**Work required**. Set each entry down exactly as written.

**Dataset records**.
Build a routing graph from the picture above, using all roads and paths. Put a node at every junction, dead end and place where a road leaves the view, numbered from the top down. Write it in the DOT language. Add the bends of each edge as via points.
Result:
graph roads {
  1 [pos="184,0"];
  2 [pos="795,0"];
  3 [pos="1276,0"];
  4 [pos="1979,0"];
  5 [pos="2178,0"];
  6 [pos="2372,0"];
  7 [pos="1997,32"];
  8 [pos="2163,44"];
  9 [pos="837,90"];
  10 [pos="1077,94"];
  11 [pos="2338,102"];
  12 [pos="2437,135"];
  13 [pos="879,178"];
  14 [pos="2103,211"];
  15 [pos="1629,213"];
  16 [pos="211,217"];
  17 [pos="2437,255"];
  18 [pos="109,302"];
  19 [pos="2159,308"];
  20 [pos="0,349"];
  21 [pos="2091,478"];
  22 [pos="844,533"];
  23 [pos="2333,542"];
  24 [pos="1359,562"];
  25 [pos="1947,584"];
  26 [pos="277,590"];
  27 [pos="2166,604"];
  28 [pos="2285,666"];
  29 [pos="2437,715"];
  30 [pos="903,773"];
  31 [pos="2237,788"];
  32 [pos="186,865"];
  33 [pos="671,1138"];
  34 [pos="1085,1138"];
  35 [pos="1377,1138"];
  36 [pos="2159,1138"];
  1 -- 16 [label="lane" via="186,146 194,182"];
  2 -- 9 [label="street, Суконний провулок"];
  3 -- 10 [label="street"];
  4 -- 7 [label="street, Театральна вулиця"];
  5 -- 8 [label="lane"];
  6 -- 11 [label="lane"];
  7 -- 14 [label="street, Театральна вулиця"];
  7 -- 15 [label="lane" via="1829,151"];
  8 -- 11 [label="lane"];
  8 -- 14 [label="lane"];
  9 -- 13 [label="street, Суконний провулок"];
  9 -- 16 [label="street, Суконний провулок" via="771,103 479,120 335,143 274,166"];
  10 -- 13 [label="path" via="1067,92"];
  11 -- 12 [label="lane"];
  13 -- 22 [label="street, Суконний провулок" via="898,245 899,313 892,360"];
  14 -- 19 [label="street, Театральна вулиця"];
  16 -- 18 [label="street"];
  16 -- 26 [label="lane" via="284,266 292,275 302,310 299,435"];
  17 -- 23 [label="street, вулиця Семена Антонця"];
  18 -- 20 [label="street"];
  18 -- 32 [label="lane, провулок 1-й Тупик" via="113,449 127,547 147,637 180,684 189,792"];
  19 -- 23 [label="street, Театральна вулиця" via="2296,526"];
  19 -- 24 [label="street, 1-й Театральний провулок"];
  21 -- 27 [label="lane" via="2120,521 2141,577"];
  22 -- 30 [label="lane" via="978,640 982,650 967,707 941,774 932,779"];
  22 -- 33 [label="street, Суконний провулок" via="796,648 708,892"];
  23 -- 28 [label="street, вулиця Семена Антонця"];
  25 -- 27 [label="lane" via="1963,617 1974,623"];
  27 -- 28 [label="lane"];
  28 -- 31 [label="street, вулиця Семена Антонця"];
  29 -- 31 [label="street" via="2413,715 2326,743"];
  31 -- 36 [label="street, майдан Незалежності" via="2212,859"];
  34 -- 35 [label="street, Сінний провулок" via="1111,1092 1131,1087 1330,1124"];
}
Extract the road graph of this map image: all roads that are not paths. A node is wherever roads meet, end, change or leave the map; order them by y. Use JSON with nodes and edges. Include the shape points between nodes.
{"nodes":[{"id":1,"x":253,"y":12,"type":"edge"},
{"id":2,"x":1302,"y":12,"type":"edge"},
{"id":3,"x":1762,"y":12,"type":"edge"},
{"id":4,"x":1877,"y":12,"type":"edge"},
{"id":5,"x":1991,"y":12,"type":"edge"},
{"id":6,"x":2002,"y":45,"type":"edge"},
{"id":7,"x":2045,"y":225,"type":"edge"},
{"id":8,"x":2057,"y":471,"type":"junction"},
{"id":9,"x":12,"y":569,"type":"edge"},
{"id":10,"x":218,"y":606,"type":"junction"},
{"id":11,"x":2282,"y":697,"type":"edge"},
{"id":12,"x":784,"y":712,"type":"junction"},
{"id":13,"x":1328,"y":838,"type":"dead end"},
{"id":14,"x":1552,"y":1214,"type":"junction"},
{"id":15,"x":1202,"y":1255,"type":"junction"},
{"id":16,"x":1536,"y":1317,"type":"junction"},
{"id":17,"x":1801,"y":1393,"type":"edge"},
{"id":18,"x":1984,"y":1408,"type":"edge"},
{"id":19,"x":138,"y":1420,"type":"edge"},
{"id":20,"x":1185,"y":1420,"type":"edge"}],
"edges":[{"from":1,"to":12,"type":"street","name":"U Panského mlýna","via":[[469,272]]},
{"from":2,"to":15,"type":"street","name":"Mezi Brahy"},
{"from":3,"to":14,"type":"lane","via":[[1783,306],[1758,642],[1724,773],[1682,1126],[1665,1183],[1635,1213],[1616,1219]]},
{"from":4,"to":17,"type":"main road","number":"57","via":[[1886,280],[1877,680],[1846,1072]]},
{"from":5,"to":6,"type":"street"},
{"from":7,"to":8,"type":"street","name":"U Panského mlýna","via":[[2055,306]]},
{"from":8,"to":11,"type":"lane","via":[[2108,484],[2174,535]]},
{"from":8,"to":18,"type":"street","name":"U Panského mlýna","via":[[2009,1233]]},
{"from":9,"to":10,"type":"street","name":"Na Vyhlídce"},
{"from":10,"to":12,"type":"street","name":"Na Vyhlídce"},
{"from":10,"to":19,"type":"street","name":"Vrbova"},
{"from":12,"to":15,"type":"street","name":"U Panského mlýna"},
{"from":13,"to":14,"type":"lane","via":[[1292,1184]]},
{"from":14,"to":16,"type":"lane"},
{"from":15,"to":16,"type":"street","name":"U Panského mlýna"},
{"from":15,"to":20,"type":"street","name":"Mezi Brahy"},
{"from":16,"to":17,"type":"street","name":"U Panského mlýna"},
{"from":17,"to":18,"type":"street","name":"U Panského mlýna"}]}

**Solution for this problem**.
Build a routing graph from the picture above, using all roads and paths. Put a node at every junction, dead end and place where a road leaves the view, numbered from the top down. Write it in the DOT language. Add the bends of each edge as via points.
Result:
graph roads {
  1 [pos="184,0"];
  2 [pos="795,0"];
  3 [pos="1276,0"];
  4 [pos="1979,0"];
  5 [pos="2178,0"];
  6 [pos="2372,0"];
  7 [pos="1997,32"];
  8 [pos="2163,44"];
  9 [pos="837,90"];
  10 [pos="1077,94"];
  11 [pos="2338,102"];
  12 [pos="2437,135"];
  13 [pos="879,178"];
  14 [pos="2103,211"];
  15 [pos="1629,213"];
  16 [pos="211,217"];
  17 [pos="2437,255"];
  18 [pos="109,302"];
  19 [pos="2159,308"];
  20 [pos="0,349"];
  21 [pos="2091,478"];
  22 [pos="844,533"];
  23 [pos="2333,542"];
  24 [pos="1359,562"];
  25 [pos="1947,584"];
  26 [pos="277,590"];
  27 [pos="2166,604"];
  28 [pos="2285,666"];
  29 [pos="2437,715"];
  30 [pos="903,773"];
  31 [pos="2237,788"];
  32 [pos="186,865"];
  33 [pos="671,1138"];
  34 [pos="1085,1138"];
  35 [pos="1377,1138"];
  36 [pos="2159,1138"];
  1 -- 16 [label="lane" via="186,146 194,182"];
  2 -- 9 [label="street, Суконний провулок"];
  3 -- 10 [label="street"];
  4 -- 7 [label="street, Театральна вулиця"];
  5 -- 8 [label="lane"];
  6 -- 11 [label="lane"];
  7 -- 14 [label="street, Театральна вулиця"];
  7 -- 15 [label="lane" via="1829,151"];
  8 -- 11 [label="lane"];
  8 -- 14 [label="lane"];
  9 -- 13 [label="street, Суконний провулок"];
  9 -- 16 [label="street, Суконний провулок" via="771,103 479,120 335,143 274,166"];
  10 -- 13 [label="path" via="1067,92"];
  11 -- 12 [label="lane"];
  13 -- 22 [label="street, Суконний провулок" via="898,245 899,313 892,360"];
  14 -- 19 [label="street, Театральна вулиця"];
  16 -- 18 [label="street"];
  16 -- 26 [label="lane" via="284,266 292,275 302,310 299,435"];
  17 -- 23 [label="street, вулиця Семена Антонця"];
  18 -- 20 [label="street"];
  18 -- 32 [label="lane, провулок 1-й Тупик" via="113,449 127,547 147,637 180,684 189,792"];
  19 -- 23 [label="street, Театральна вулиця" via="2296,526"];
  19 -- 24 [label="street, 1-й Театральний провулок"];
  21 -- 27 [label="lane" via="2120,521 2141,577"];
  22 -- 30 [label="lane" via="978,640 982,650 967,707 941,774 932,779"];
  22 -- 33 [label="street, Суконний провулок" via="796,648 708,892"];
  23 -- 28 [label="street, вулиця Семена Антонця"];
  25 -- 27 [label="lane" via="1963,617 1974,623"];
  27 -- 28 [label="lane"];
  28 -- 31 [label="street, вулиця Семена Антонця"];
  29 -- 31 [label="street" via="2413,715 2326,743"];
  31 -- 36 [label="street, майдан Незалежності" via="2212,859"];
  34 -- 35 [label="street, Сінний провулок" via="1111,1092 1131,1087 1330,1124"];
}
Extract the road graph of this map image: all roads that are not paths. A node is wherever roads meet, end, change or leave the map; order them by y. Use JSON with nodes and edges. Include the shape points between nodes.
{"nodes":[{"id":1,"x":253,"y":12,"type":"edge"},
{"id":2,"x":1302,"y":12,"type":"edge"},
{"id":3,"x":1762,"y":12,"type":"edge"},
{"id":4,"x":1877,"y":12,"type":"edge"},
{"id":5,"x":1991,"y":12,"type":"edge"},
{"id":6,"x":2002,"y":45,"type":"edge"},
{"id":7,"x":2045,"y":225,"type":"edge"},
{"id":8,"x":2057,"y":471,"type":"junction"},
{"id":9,"x":12,"y":569,"type":"edge"},
{"id":10,"x":218,"y":606,"type":"junction"},
{"id":11,"x":2282,"y":697,"type":"edge"},
{"id":12,"x":784,"y":712,"type":"junction"},
{"id":13,"x":1328,"y":838,"type":"dead end"},
{"id":14,"x":1552,"y":1214,"type":"junction"},
{"id":15,"x":1202,"y":1255,"type":"junction"},
{"id":16,"x":1536,"y":1317,"type":"junction"},
{"id":17,"x":1801,"y":1393,"type":"edge"},
{"id":18,"x":1984,"y":1408,"type":"edge"},
{"id":19,"x":138,"y":1420,"type":"edge"},
{"id":20,"x":1185,"y":1420,"type":"edge"}],
"edges":[{"from":1,"to":12,"type":"street","name":"U Panského mlýna","via":[[469,272]]},
{"from":2,"to":15,"type":"street","name":"Mezi Brahy"},
{"from":3,"to":14,"type":"lane","via":[[1783,306],[1758,642],[1724,773],[1682,1126],[1665,1183],[1635,1213],[1616,1219]]},
{"from":4,"to":17,"type":"main road","number":"57","via":[[1886,280],[1877,680],[1846,1072]]},
{"from":5,"to":6,"type":"street"},
{"from":7,"to":8,"type":"street","name":"U Panského mlýna","via":[[2055,306]]},
{"from":8,"to":11,"type":"lane","via":[[2108,484],[2174,535]]},
{"from":8,"to":18,"type":"street","name":"U Panského mlýna","via":[[2009,1233]]},
{"from":9,"to":10,"type":"street","name":"Na Vyhlídce"},
{"from":10,"to":12,"type":"street","name":"Na Vyhlídce"},
{"from":10,"to":19,"type":"street","name":"Vrbova"},
{"from":12,"to":15,"type":"street","name":"U Panského mlýna"},
{"from":13,"to":14,"type":"lane","via":[[1292,1184]]},
{"from":14,"to":16,"type":"lane"},
{"from":15,"to":16,"type":"street","name":"U Panského mlýna"},
{"from":15,"to":20,"type":"street","name":"Mezi Brahy"},
{"from":16,"to":17,"type":"street","name":"U Panského mlýna"},
{"from":17,"to":18,"type":"street","name":"U Panského mlýna"}]}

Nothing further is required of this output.